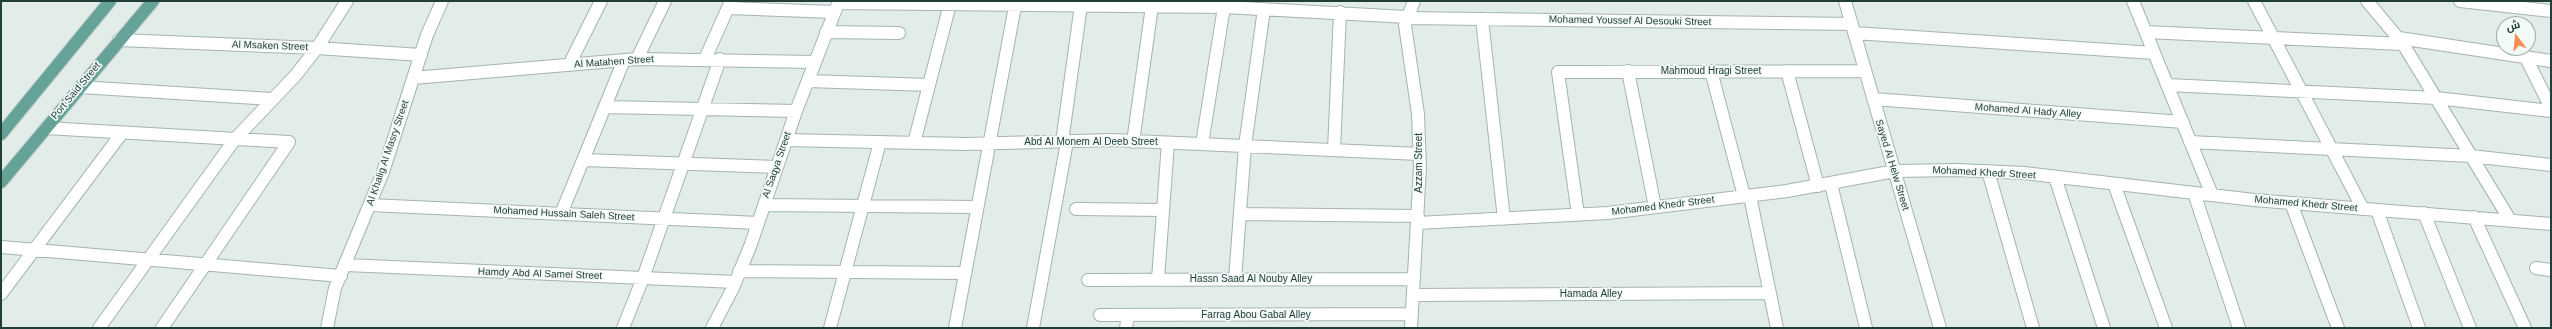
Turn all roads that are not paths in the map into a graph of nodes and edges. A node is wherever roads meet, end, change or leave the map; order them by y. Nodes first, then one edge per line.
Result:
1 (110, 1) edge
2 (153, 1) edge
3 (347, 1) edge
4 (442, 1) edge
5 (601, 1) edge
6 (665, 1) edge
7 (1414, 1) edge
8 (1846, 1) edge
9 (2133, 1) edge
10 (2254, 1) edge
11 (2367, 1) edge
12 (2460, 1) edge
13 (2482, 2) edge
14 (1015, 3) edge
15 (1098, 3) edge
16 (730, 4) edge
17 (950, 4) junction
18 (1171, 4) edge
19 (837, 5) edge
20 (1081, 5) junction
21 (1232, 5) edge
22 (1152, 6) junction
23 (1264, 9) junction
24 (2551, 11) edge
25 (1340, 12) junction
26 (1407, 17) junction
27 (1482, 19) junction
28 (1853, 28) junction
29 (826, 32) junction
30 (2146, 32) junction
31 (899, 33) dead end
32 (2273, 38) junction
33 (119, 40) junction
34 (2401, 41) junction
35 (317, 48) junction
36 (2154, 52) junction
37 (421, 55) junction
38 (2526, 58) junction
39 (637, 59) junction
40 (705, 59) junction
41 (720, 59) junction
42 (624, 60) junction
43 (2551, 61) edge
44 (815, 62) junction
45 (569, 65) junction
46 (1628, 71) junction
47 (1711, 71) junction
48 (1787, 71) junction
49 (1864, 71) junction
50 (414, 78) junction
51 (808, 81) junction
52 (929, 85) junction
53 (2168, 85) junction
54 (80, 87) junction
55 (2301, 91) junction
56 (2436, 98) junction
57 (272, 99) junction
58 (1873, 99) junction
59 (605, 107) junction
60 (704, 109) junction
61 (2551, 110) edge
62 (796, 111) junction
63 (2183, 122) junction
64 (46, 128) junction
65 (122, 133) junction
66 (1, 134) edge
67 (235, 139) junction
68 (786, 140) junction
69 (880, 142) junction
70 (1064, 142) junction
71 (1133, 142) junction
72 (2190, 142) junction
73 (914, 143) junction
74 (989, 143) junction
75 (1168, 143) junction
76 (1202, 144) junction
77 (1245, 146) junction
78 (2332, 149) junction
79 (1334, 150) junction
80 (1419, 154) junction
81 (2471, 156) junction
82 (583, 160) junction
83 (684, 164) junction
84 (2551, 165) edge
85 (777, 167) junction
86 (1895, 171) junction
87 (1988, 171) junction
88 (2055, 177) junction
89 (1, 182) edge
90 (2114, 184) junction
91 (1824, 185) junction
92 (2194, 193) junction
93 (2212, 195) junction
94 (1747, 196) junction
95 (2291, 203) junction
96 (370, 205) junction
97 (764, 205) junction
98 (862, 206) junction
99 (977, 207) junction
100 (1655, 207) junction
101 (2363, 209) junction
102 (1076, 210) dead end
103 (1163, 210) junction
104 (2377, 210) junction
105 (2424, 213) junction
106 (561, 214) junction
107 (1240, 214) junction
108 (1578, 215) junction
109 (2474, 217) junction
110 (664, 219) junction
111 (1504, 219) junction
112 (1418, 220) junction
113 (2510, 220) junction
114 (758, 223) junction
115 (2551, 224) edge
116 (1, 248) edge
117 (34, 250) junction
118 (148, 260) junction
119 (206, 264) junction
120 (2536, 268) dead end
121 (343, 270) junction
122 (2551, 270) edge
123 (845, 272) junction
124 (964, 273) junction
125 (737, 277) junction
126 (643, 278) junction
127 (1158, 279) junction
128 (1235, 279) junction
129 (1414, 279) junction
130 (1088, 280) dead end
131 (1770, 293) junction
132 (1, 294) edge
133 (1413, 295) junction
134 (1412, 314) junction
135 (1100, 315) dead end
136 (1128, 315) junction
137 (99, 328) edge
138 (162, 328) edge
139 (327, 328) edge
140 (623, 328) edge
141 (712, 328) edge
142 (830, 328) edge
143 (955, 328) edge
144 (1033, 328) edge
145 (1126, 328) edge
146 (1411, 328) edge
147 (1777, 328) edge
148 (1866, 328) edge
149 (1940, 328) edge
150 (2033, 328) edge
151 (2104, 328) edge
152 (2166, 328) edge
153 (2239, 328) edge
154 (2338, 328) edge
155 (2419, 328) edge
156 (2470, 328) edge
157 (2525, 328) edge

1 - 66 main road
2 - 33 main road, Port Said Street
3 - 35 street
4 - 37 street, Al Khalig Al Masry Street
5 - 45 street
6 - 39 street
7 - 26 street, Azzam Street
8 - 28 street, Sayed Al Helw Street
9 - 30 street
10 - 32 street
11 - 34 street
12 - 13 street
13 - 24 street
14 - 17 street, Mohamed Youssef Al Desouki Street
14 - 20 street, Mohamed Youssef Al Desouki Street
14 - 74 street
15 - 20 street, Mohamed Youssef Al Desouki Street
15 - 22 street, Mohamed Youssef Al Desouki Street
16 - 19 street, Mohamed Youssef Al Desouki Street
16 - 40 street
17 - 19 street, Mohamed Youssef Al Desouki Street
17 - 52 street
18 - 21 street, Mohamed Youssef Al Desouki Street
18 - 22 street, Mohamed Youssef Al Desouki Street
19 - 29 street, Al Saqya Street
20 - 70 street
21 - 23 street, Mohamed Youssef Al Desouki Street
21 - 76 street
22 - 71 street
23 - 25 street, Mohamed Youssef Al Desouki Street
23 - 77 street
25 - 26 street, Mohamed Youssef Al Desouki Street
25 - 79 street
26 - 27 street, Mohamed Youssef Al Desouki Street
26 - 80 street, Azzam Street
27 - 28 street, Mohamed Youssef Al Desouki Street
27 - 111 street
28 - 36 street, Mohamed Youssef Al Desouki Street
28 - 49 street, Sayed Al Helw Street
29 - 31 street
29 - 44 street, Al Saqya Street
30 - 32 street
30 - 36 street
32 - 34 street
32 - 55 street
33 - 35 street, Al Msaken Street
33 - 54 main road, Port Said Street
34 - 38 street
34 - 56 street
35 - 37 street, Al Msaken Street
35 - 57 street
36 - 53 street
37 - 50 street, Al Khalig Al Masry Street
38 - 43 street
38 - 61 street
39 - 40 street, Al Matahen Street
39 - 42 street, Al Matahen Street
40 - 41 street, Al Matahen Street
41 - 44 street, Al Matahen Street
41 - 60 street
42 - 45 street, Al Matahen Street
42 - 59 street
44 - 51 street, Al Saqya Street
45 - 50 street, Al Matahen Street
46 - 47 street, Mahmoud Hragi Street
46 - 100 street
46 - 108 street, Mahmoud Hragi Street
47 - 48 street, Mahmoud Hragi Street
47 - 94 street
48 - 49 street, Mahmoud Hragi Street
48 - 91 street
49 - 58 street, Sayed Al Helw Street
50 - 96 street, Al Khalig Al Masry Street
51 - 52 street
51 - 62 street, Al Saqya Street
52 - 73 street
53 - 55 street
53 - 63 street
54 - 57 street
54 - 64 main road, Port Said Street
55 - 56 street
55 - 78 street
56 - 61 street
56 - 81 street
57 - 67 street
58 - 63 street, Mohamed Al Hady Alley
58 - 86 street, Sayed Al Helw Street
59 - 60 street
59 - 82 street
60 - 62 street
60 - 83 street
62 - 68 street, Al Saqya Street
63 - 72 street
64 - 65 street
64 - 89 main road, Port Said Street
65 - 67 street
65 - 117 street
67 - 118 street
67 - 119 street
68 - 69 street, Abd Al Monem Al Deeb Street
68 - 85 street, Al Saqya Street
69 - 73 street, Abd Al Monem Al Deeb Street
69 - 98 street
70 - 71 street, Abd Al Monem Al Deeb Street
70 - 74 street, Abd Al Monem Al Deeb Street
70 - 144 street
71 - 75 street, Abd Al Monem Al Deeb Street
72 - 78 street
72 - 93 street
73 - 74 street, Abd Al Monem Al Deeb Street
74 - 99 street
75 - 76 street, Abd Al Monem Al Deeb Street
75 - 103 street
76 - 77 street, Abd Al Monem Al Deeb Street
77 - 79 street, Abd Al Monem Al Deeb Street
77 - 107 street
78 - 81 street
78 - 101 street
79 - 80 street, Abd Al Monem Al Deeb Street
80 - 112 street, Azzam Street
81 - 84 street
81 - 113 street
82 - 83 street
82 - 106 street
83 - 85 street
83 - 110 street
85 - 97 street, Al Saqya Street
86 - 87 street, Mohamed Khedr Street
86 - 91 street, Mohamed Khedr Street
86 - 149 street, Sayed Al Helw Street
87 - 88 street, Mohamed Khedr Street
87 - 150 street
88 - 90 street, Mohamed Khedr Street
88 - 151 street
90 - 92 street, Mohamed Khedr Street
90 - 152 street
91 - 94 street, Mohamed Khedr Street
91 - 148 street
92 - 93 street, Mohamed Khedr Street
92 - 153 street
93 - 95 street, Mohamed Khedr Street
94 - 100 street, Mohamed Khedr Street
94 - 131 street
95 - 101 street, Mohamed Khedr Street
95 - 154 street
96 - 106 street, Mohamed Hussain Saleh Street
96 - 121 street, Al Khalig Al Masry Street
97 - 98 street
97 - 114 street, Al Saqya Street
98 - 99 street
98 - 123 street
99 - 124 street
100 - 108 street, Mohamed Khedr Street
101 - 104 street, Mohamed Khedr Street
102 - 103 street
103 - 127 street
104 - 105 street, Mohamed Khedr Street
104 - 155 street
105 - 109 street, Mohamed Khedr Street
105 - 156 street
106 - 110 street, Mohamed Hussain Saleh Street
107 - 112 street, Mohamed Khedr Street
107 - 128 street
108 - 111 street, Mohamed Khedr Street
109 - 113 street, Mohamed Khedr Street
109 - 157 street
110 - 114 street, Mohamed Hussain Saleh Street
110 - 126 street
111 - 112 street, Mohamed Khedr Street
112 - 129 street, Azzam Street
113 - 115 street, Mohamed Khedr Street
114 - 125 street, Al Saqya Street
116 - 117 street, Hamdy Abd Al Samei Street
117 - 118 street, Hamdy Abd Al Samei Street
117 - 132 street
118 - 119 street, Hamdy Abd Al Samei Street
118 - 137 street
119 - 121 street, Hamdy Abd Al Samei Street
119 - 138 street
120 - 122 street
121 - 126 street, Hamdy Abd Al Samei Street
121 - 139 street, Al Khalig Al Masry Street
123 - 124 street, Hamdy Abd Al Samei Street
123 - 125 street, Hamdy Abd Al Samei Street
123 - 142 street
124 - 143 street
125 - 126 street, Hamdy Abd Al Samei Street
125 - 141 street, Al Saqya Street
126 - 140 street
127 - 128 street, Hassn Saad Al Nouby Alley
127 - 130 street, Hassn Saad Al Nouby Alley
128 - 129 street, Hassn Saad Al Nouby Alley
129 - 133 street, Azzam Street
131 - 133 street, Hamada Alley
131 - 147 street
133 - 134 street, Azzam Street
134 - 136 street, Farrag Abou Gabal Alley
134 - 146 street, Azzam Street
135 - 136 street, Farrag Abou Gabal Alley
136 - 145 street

◆ ◆ ◆ ◆ ◆

Count how many lines of the listing above include "Samei" and report that number alone.

8